For all of the stupid brinkmanship that led to War World 2 and other conflicts in the past, at least the old fashioned thing of declaring wars and then fighting them had a clarity which the world decided to walk away from in the second part of the 20th century.   Hence we now have to "law of armed conflict" instead of the "law of war", and countries like the US and Israel deciding that going for international assassination is the way to get countries to chance course.  

I mean, if this is the standard now, just how upset should MAGA Americans be if an Iranian secret agent did manage to kill Trump?   Their beloved leader, after all, partook in assassination without giving any clear warning, so seems to me the moral upset should be quite diluted.  

Yet, it's also true that Iran has been such an international trouble maker for so many decades that we are now forced to watch somewhat embarrassing endorsements of Trump's actions by Western leaders who, surely, in private, are likely to be regretting having to going along with this.  Albanese has got the burden of AUKUS around his neck, too, giving him all the more motive not to upset the apple cart of US co-operation to get new submarines.   

A couple of academics at the not-so-illustrious University of the Sunshine Coast are right, though:

We should be dismayed by the worrying acceptance of increased brazen illegality by Western leaders, including our own prime minister.
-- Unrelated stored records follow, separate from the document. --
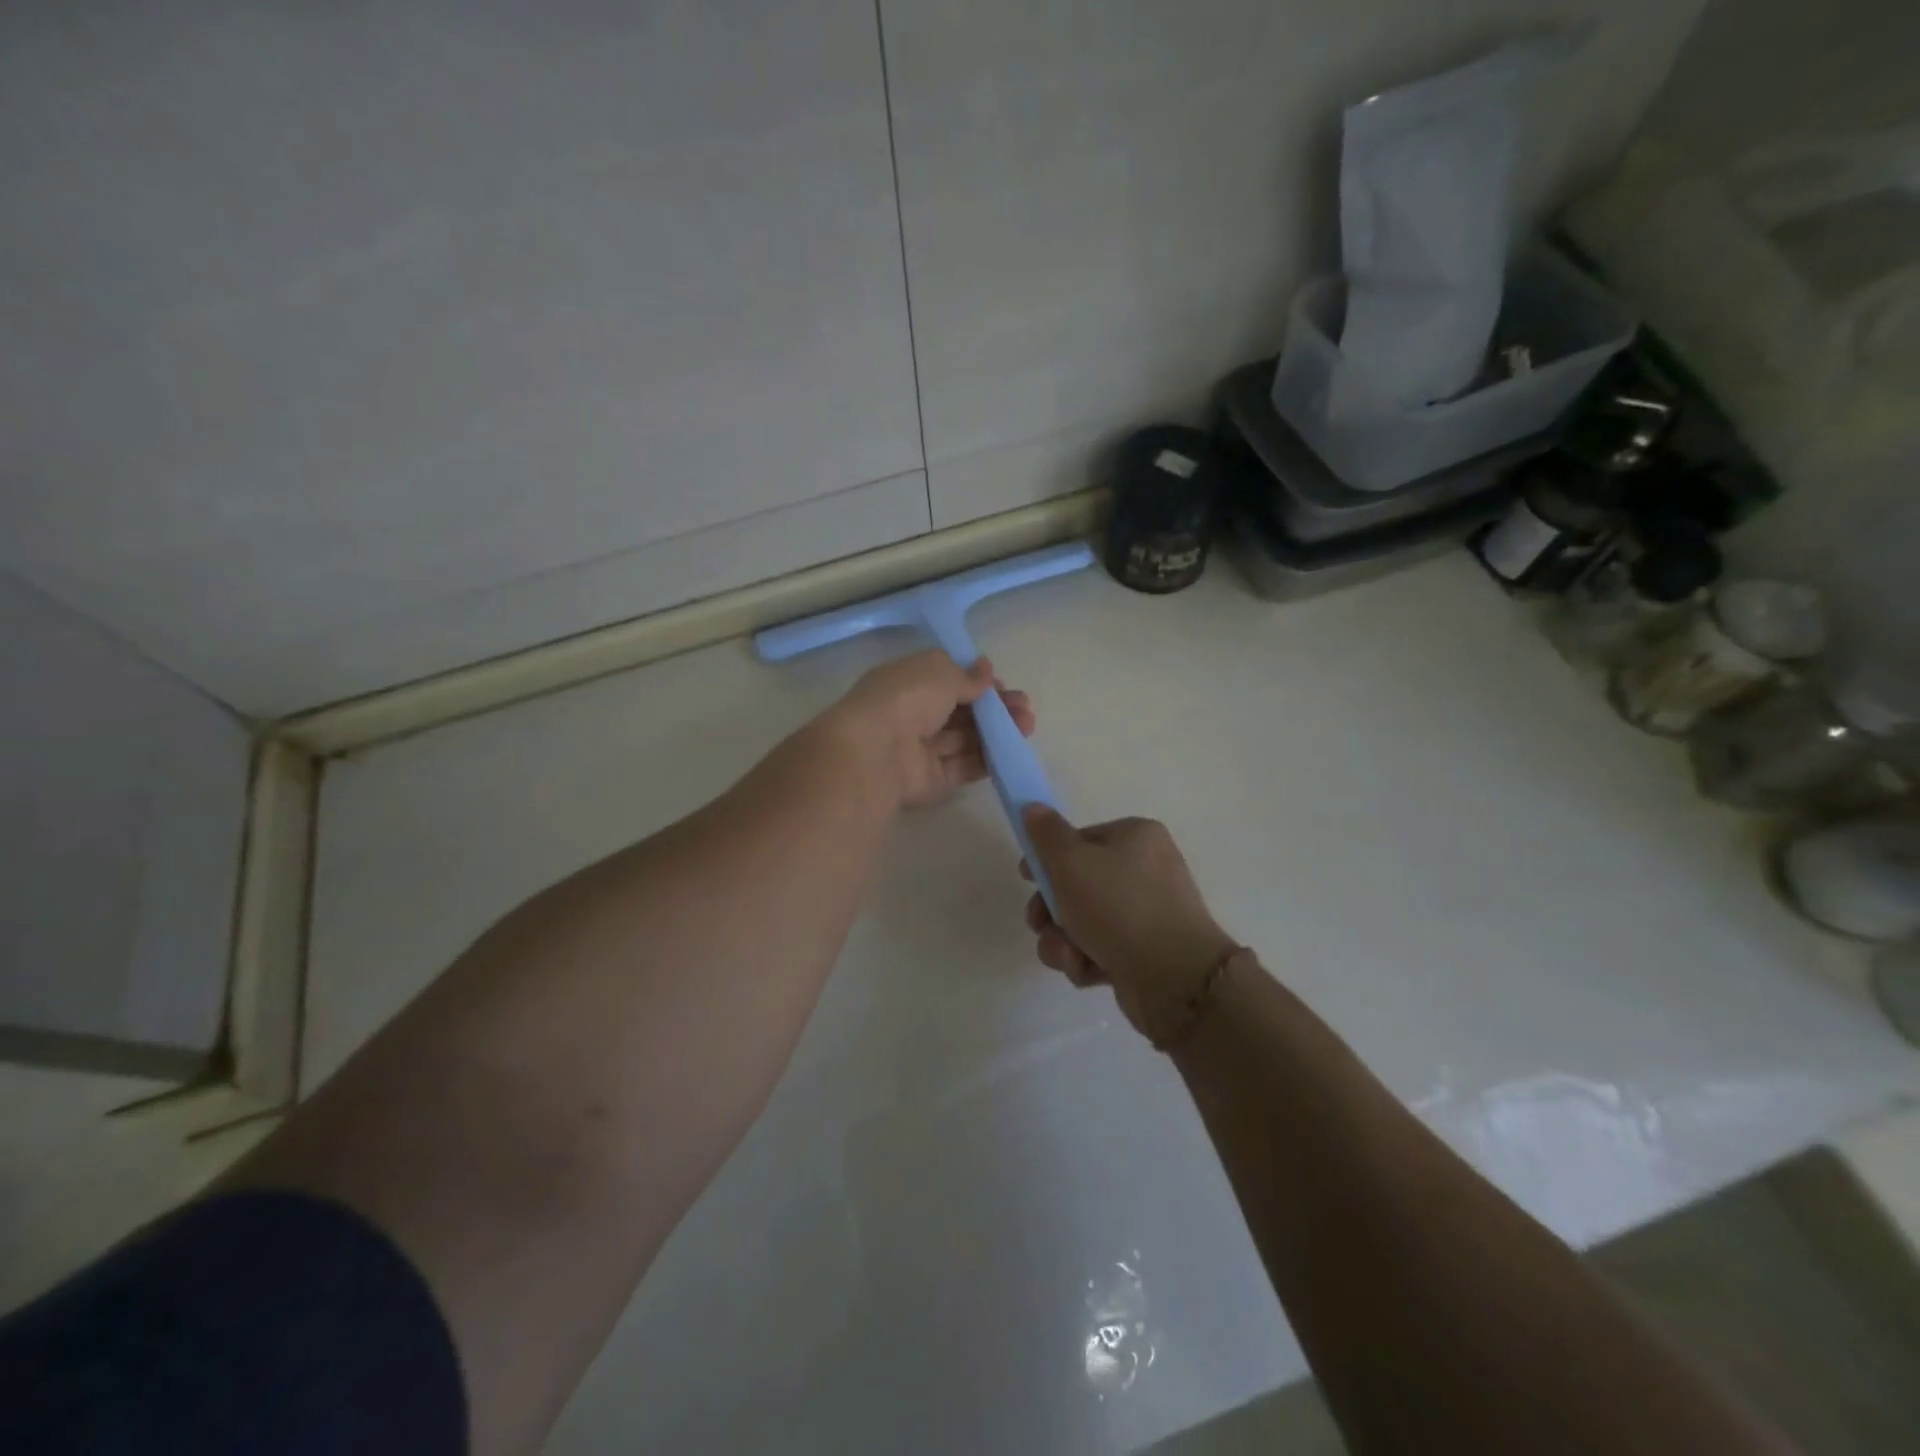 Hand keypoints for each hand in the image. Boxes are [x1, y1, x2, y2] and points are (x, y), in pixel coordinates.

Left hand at [827, 649, 1035, 810]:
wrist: (875, 753)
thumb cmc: (906, 699)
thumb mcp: (940, 672)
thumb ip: (967, 675)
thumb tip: (986, 668)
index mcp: (907, 683)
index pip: (947, 681)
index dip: (977, 683)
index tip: (1002, 686)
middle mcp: (913, 715)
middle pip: (960, 712)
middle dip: (994, 709)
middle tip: (1025, 709)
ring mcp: (921, 750)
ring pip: (965, 739)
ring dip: (997, 733)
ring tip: (1027, 727)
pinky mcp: (930, 780)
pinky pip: (962, 767)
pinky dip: (986, 759)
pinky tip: (1011, 751)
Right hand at [1020, 809, 1236, 1041]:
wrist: (1175, 978)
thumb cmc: (1119, 907)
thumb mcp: (1071, 862)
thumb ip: (1046, 834)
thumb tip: (1033, 807)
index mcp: (1135, 837)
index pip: (1079, 839)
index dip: (1047, 858)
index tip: (1026, 878)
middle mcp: (1145, 870)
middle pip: (1076, 884)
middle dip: (1051, 910)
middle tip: (1039, 924)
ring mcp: (1147, 914)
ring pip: (1082, 921)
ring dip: (1063, 940)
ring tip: (1068, 954)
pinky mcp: (1144, 952)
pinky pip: (1100, 949)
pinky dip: (1086, 960)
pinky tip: (1088, 970)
Anthony Albanese has supported the strikes as “acting to prevent Iran from obtaining a nuclear weapon”. This places Australia, once again, in open contradiction with basic principles of liberal international order.

They earlier wrote:

Trump said the attacks were intended to end Iran’s nuclear weapons program and bring about regime change. Trump urged Iranians to “take over your government”, while Israeli Prime Minister Benjamin Netanyahu declared the goal was to “remove the existential threat posed by the terrorist regime in Iran”.

Forcible regime change violates the foundational principles of state sovereignty and non-intervention under the UN Charter.

The strikes targeted Iran’s supreme leader, president, and military chief of staff, as well as military infrastructure. Deliberately targeting heads of state also crosses a threshold that distinguishes military operations from acts of aggression.

Attacking heads of state is illegal under New York Convention, for obvious reasons of stability. With the death of Iran’s supreme leader, Ayatollah Ali Khamenei, the power vacuum will only increase the hardship on the ground for Iranians.

Now, who knows:  it may be that everything will go relatively well, and we soon see the rapid, relatively bloodless, end of a regime that only Putin is likely to think is a pity to see gone.    

But really, does that seem likely given the history of the region in the last 70 odd years?  I doubt it.    

Update:  there is a good summary at Axios about the lead up to this - although you have to subscribe to a newsletter to get to it.

What's clear is that the attack only makes sense if Trump's previous attack on nuclear facilities was not the success he claimed:

Behind the scenes: Before and during the talks, U.S. officials said intelligence made clear Iran was already rebuilding the nuclear facilities that Trump claimed were "obliterated" in Operation Midnight Hammer last June.

  • When Kushner and Witkoff asked for a concrete proposal, the Iranians produced a seven-page document outlining enrichment needs they claimed were for civilian purposes.
  • Trump's team checked the numbers with the UN's nuclear watchdog. "This would result in enrichment capability roughly five times more than laid out in the [2015 nuclear deal]," one official said.

Officials also said Iran had been secretly stockpiling enriched material at the Tehran Research Reactor under the guise of medical research.

  • "Never once did they use any of the fissionable material there to make even a single medicine," one official said. "It was all designed to deceive."

Reality check: This account is based largely on statements by U.S. and allied officials in the aftermath of the strikes, and could not immediately be verified by independent sources.

It's also clear that he is utterly in Netanyahu's pocket.   (Trump and his family also being financially tied to Arab money is another factor.)